* What the exercise asks
In the entries that follow, find every line containing "paths" and copy it.

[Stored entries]
——

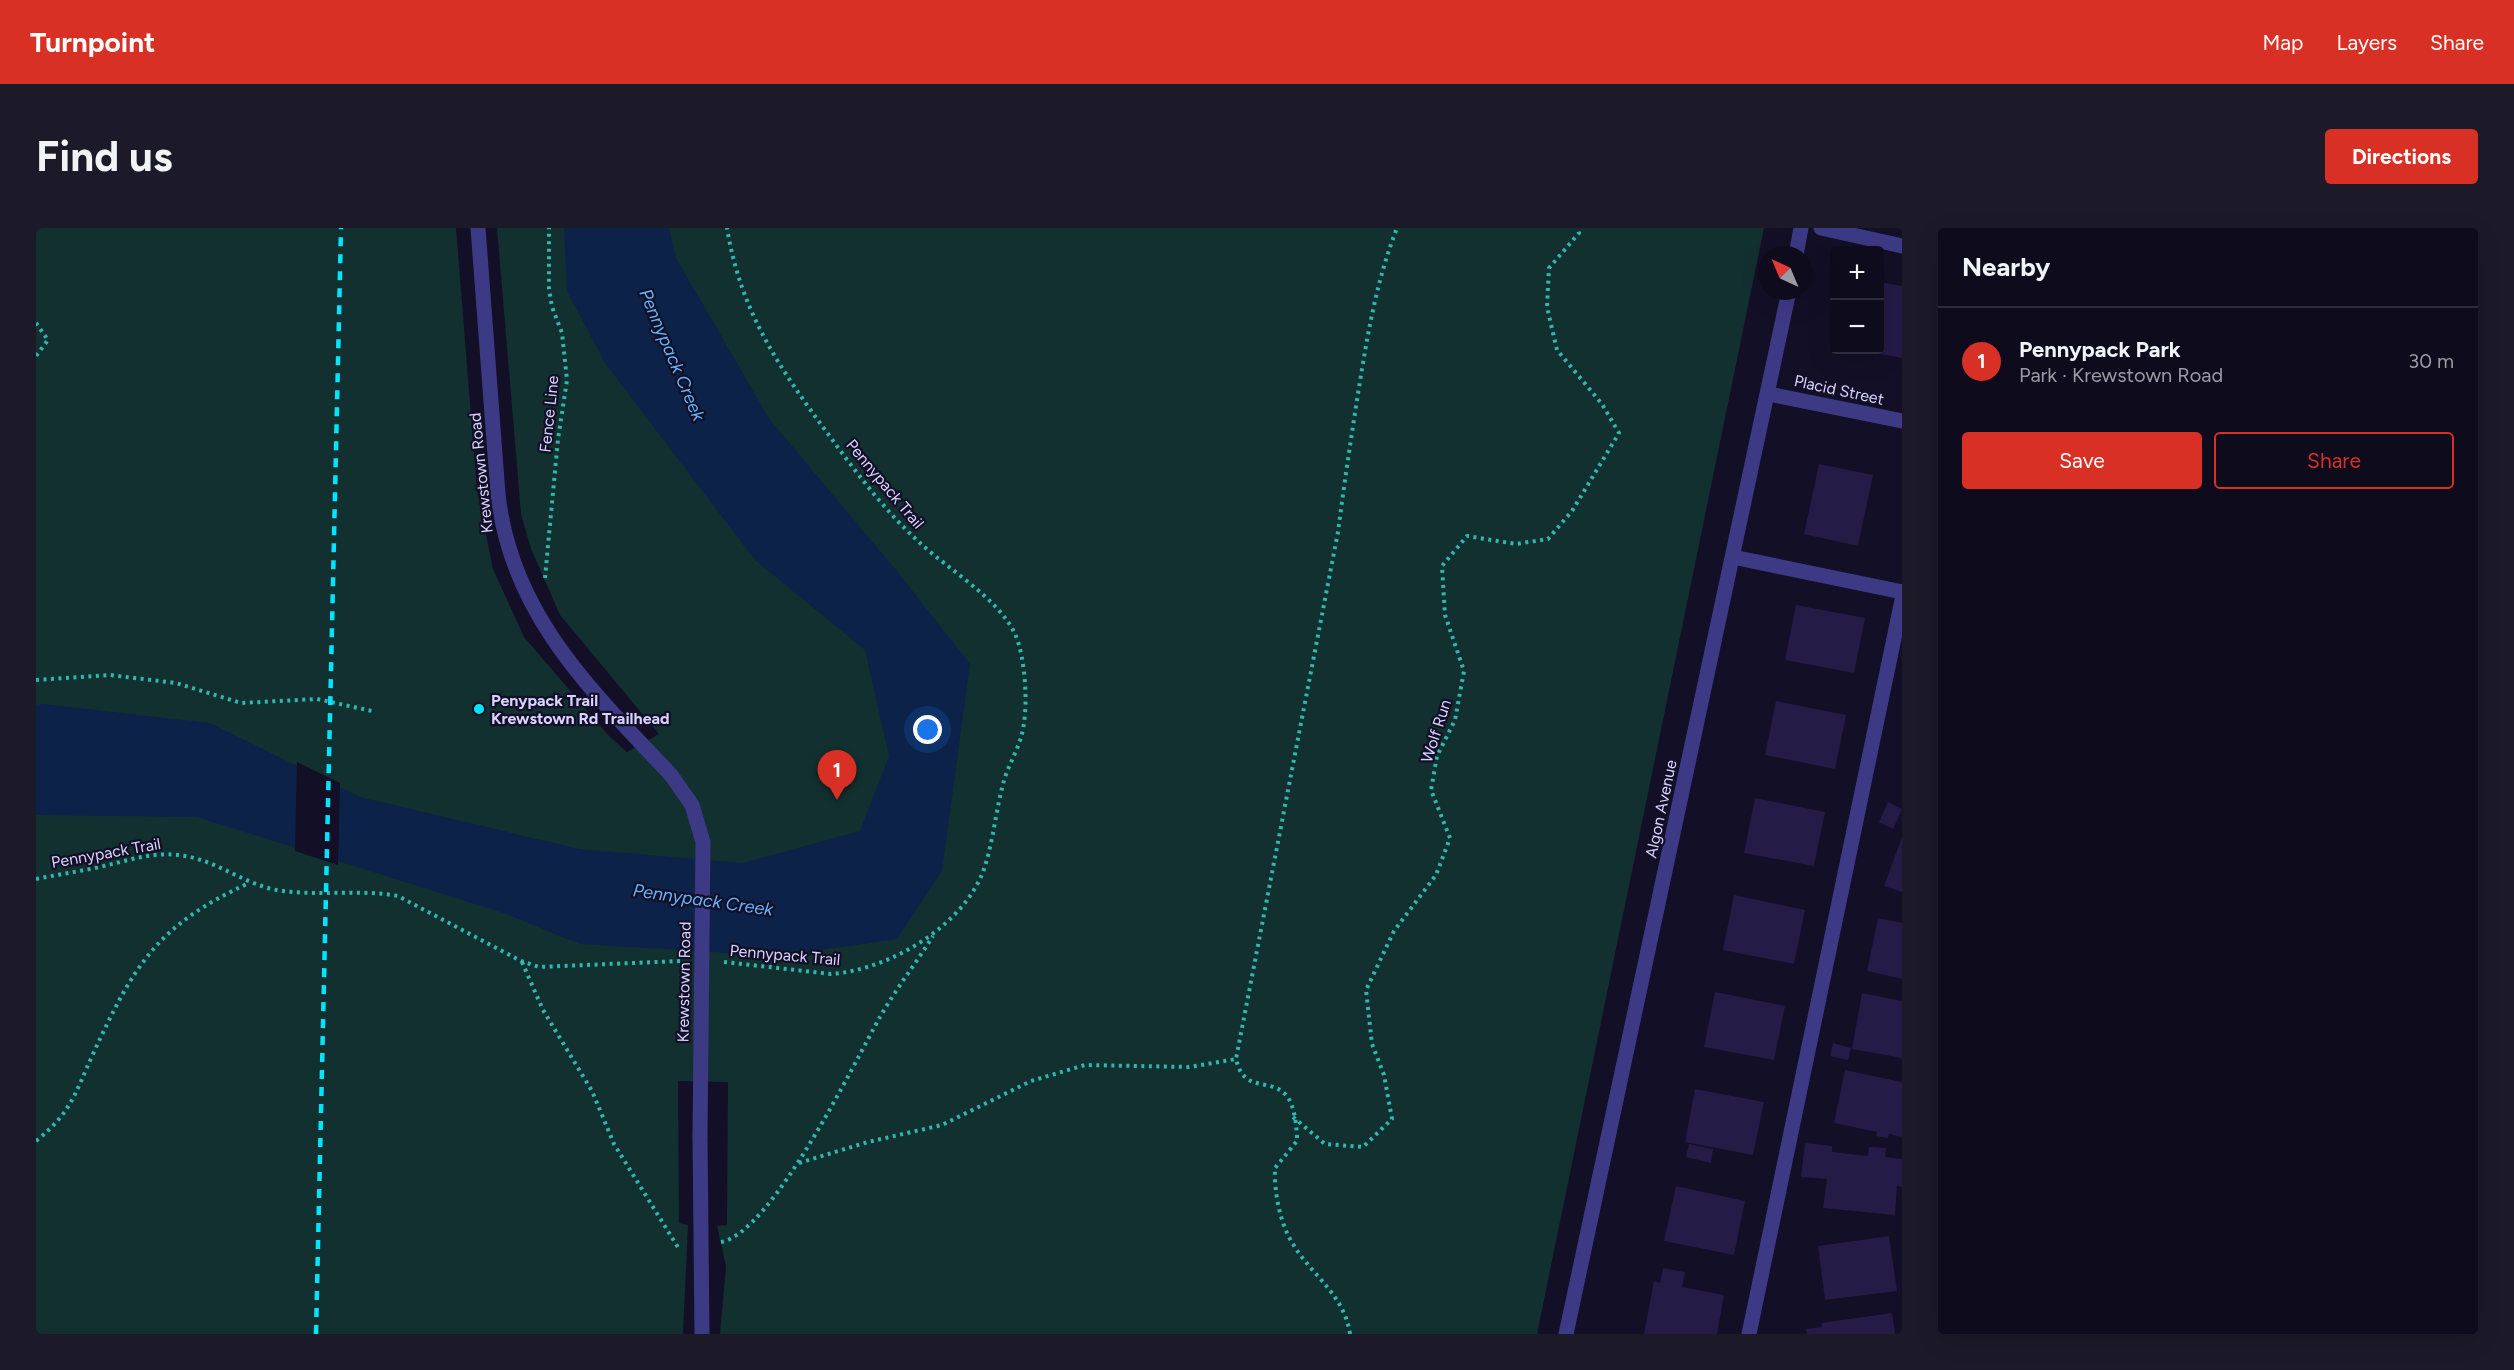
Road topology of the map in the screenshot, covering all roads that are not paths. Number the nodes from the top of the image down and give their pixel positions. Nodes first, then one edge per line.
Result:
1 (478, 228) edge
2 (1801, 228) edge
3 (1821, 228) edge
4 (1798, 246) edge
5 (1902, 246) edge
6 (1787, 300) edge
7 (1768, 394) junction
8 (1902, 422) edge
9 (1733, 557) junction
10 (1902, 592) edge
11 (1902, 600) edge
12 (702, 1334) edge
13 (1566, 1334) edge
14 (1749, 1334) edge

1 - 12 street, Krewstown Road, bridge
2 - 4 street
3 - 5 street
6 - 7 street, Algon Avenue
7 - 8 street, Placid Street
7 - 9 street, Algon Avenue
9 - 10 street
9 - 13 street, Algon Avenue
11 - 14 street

——

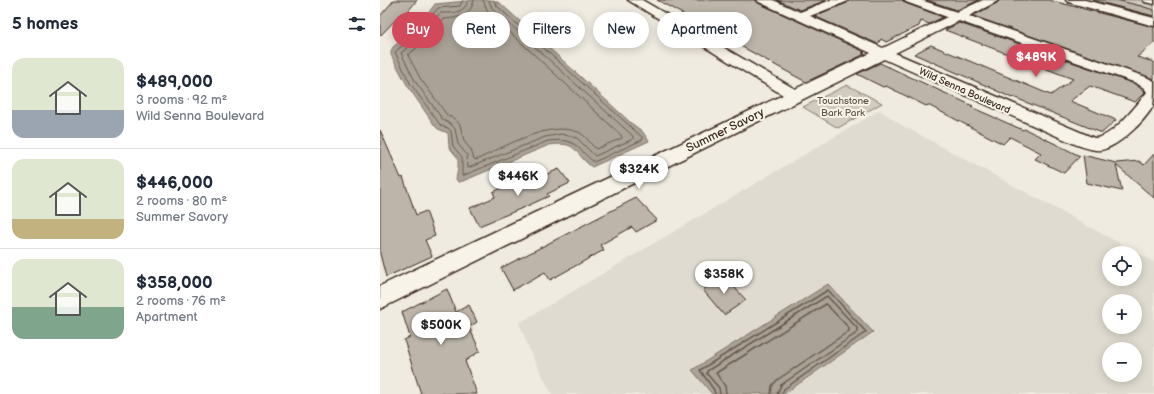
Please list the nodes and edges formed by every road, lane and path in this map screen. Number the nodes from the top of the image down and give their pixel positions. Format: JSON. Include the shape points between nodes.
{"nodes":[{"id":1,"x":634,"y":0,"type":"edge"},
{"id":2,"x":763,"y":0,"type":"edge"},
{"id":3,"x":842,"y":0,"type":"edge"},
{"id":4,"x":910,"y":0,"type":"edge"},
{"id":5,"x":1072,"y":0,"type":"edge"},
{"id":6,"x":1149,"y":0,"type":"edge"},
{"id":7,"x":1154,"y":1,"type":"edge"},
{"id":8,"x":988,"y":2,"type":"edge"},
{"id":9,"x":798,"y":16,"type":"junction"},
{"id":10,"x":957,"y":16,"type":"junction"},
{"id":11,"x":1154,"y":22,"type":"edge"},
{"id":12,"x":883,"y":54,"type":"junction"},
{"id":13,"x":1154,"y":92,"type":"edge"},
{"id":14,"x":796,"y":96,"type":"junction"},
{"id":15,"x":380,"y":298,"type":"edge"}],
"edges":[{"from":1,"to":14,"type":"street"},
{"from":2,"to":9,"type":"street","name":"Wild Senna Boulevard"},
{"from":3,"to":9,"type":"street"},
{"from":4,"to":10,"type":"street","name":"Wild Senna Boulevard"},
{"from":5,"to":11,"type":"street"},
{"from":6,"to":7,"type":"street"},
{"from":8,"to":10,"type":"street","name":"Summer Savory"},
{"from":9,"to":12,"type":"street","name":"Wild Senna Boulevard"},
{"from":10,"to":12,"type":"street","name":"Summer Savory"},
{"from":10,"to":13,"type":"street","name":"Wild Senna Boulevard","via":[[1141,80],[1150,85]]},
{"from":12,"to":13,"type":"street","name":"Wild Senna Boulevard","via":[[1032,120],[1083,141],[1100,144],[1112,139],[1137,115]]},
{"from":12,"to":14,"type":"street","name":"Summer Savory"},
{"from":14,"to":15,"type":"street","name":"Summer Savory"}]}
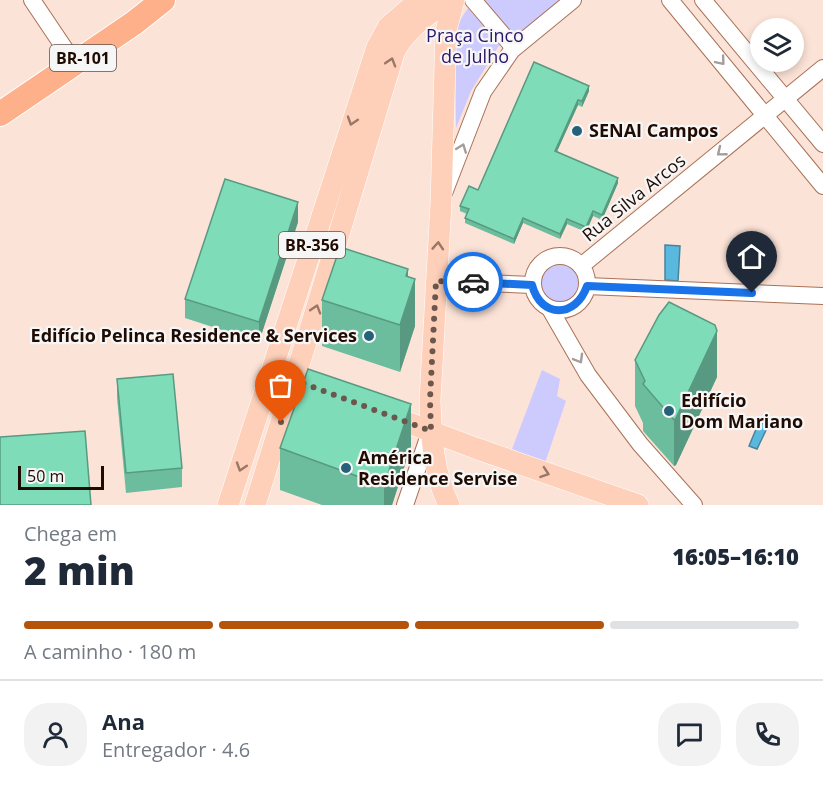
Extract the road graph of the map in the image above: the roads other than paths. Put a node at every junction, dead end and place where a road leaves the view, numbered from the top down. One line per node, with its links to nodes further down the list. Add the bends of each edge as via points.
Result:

——

* Output for this exercise
Road topology of the map in the screenshot, covering all roads that are not paths. Number the nodes from the top of the image down and give their pixel positions. Nodes first, then one edge per line.
Extract the road graph of the map in the image above: the roads other than paths. Put a node at every junction, dead end and place where a road leaves the view, numbered from the top down. One line per node, with its links to nodes further down the list. Add the bends of each edge as via points.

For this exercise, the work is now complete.